(Records)
_____

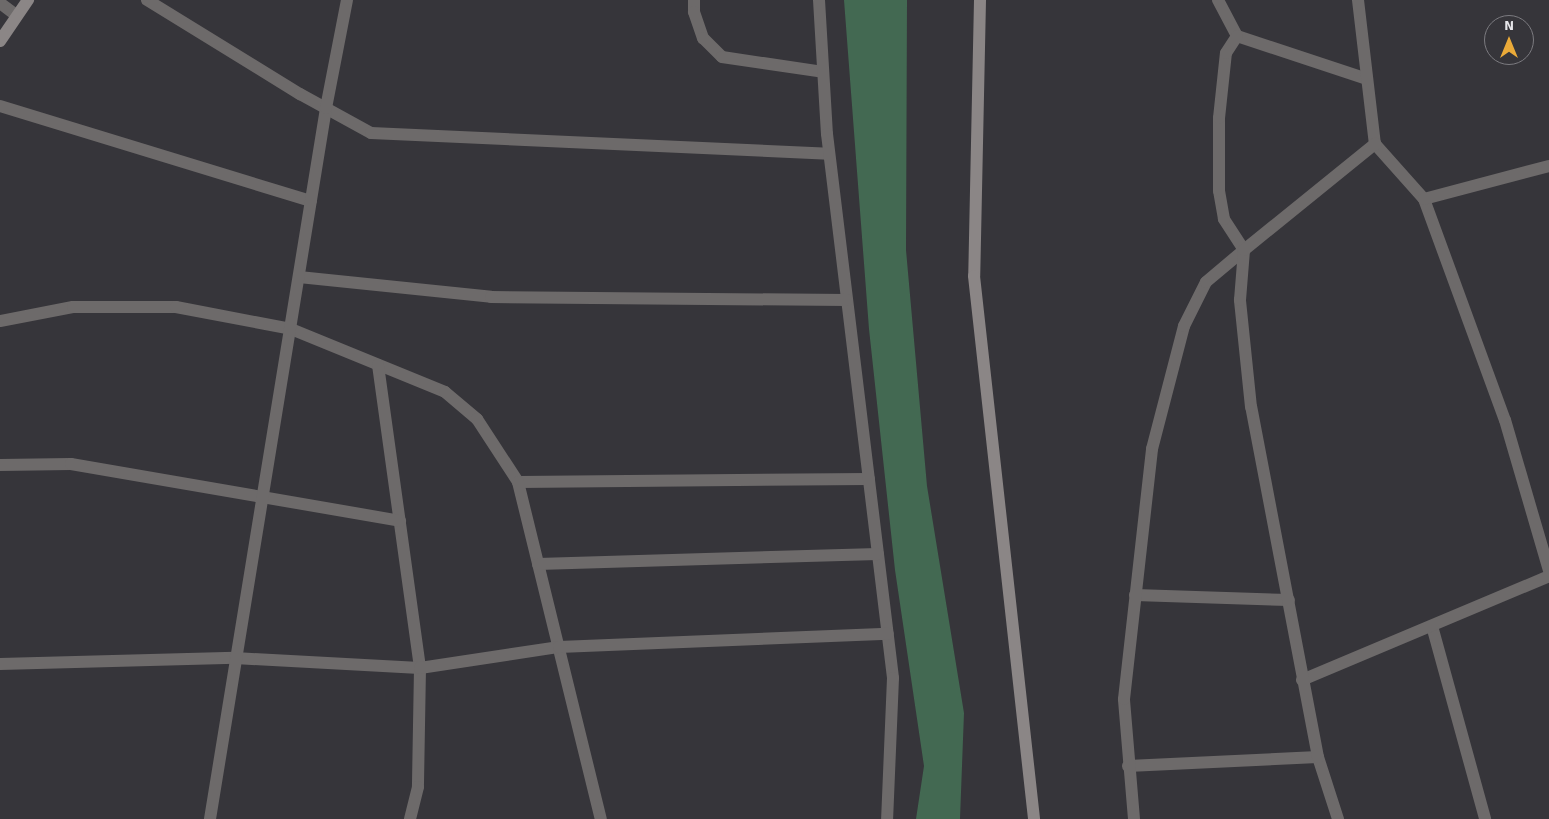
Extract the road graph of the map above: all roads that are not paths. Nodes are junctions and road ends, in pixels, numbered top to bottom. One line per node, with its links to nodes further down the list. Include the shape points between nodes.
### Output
1 (28, 0): 10 (street)
2 (147, 0): 16 (street)
3 (347, 0): 16 (street)
4 (694, 0): 13 (street, via 694,12 703,38 722,56)
5 (820, 0): 13 (street)
6 (980, 0): 52 (street, via 974,276)
7 (1218, 0): 11 (street)
8 (1358, 0): 14 (street)
9 (0, 3): 10 (street)
10 (17, 16): 12 (street)
11 (1238, 36): 14 (street); 22 (street, via 1226,53 1219,118 1219,191 1224,219)
12 (0, 42)
13 (824, 72): 18 (street)
14 (1368, 79): 17 (street)
15 (0, 106): 21 (street)
16 (326, 108): 18 (street, via 371,133); 21 (street)
17 (1375, 144): 20 (street); 22 (street)
18 (829, 154): 24 (street)
19 (1549, 166): 20 (street)
20 (1424, 199): 35 (street, via 1506,420)
21 (311, 201): 23 (street)
22 (1244, 250): 37 (street, via 1206,282 1184,326 1152,449); 38 (street, via 1240,300 1251,407)
23 (299, 277): 24 (street, via 492,297); 26 (street)
24 (847, 300): 29 (street)
25 (0, 321): 26 (street, via 73,307 176,307)
26 (290, 328): 27 (street); 31 (street)
27 (378, 365): 30 (street, via 445,392 477,419); 32 (street)
28 (0, 465): 31 (street, via 71,464)
29 (869, 479): 30 (street); 33 (street)
30 (518, 482): 34 (street)
31 (261, 499): 32 (street); 42 (street)
32 (400, 521): 44 (street)
33 (878, 554): 34 (street); 40 (street)
34 (538, 564): 41 (street)
35 (1549, 570)
36 (1549, 576): 39 (street)
37 (1135, 595): 38 (street); 47 (street, via 1124,698)
38 (1289, 600): 45 (street)
39 (1432, 626): 45 (street); 55 (street)
40 (888, 634): 41 (street); 51 (street, via 893,678)
41 (559, 647): 44 (street); 50 (street)
42 (235, 658): 43 (street); 44 (street); 48 (street)
43 (0, 664)
44 (420, 668): 49 (street, via 418,787)
45 (1302, 680): 46 (street)
46 (1318, 757): 47 (street); 54 (street)
47 (1128, 766): 53 (street)
48 (210, 819)
49 (410, 819)
50 (601, 819)
51 (887, 819)
52 (1034, 819)
53 (1134, 819)
54 (1338, 819)
55 (1485, 819)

_____

(Task goal) No pictures go in the copy. Set down all the data exactly.

(Exercise answer)
Extract the road graph of the map above: all roads that are not paths. Nodes are junctions and road ends, in pixels, numbered top to bottom. One line per node, with its links to nodes further down the list. Include the shape points between nodes.
### Output
1 (28, 0): 10 (street)
2 (147, 0): 16 (street)
3 (347, 0): 16 (street)
4 (694, 0): 13 (street, via 694,12 703,38 722,56)
5 (820, 0): 13 (street)
6 (980, 0): 52 (street, via 974,276)
7 (1218, 0): 11 (street)
8 (1358, 0): 14 (street)
9 (0, 3): 10 (street)
10 (17, 16): 12 (street)
11 (1238, 36): 14 (street); 22 (street, via 1226,53 1219,118 1219,191 1224,219)
12 (0, 42)
13 (824, 72): 18 (street)
14 (1368, 79): 17 (street)
15 (0, 106): 21 (street)
16 (326, 108): 18 (street, via 371,133); 21 (street)
17 (1375, 144): 20 (street); 22 (street)
18 (829, 154): 24 (street)
19 (1549, 166): 20 (street)
20 (1424, 199): 35 (street, via 1506,420)
21 (311, 201): 23 (street)
22 (1244, 250): 37 (street, via 1206,282 1184,326 1152,449); 38 (street, via 1240,300 1251,407)
23 (299, 277): 24 (street, via 492,297); 26 (street)
24 (847, 300): 29 (street)
25 (0, 321): 26 (street, via 73,307 176,307)
26 (290, 328): 27 (street); 31 (street)
27 (378, 365): 30 (street, via 445,392 477,419); 32 (street)
28 (0, 465): 31 (street, via 71,464)
29 (869, 479): 30 (street); 33 (street)
30 (518, 482): 34 (street)
31 (261, 499): 32 (street); 42 (street)
32 (400, 521): 44 (street)
33 (878, 554): 34 (street); 40 (street)
34 (538, 564): 41 (street)
35 (1549, 570)
36 (1549, 576): 39 (street)
37 (1135, 595): 38 (street); 47 (street, via 1124,698)
38 (1289, 600): 45 (street)
39 (1432, 626): 45 (street); 55 (street)
40 (888, 634): 41 (street); 51 (street, via 893,678)
41 (559, 647): 44 (street); 50 (street)
42 (235, 658): 43 (street); 44 (street); 48 (street)
43 (0, 664)
44 (420, 668): 49 (street, via 418,787)
45 (1302, 680): 46 (street)
46 (1318, 757): 47 (street); 54 (street)
47 (1128, 766): 53 (street)
48 (210, 819)
49 (410, 819)
50 (601, 819)
51 (887, 819)
52 (1034, 819)
53 (1134, 819)
54 (1338, 819)
55 (1485, 819)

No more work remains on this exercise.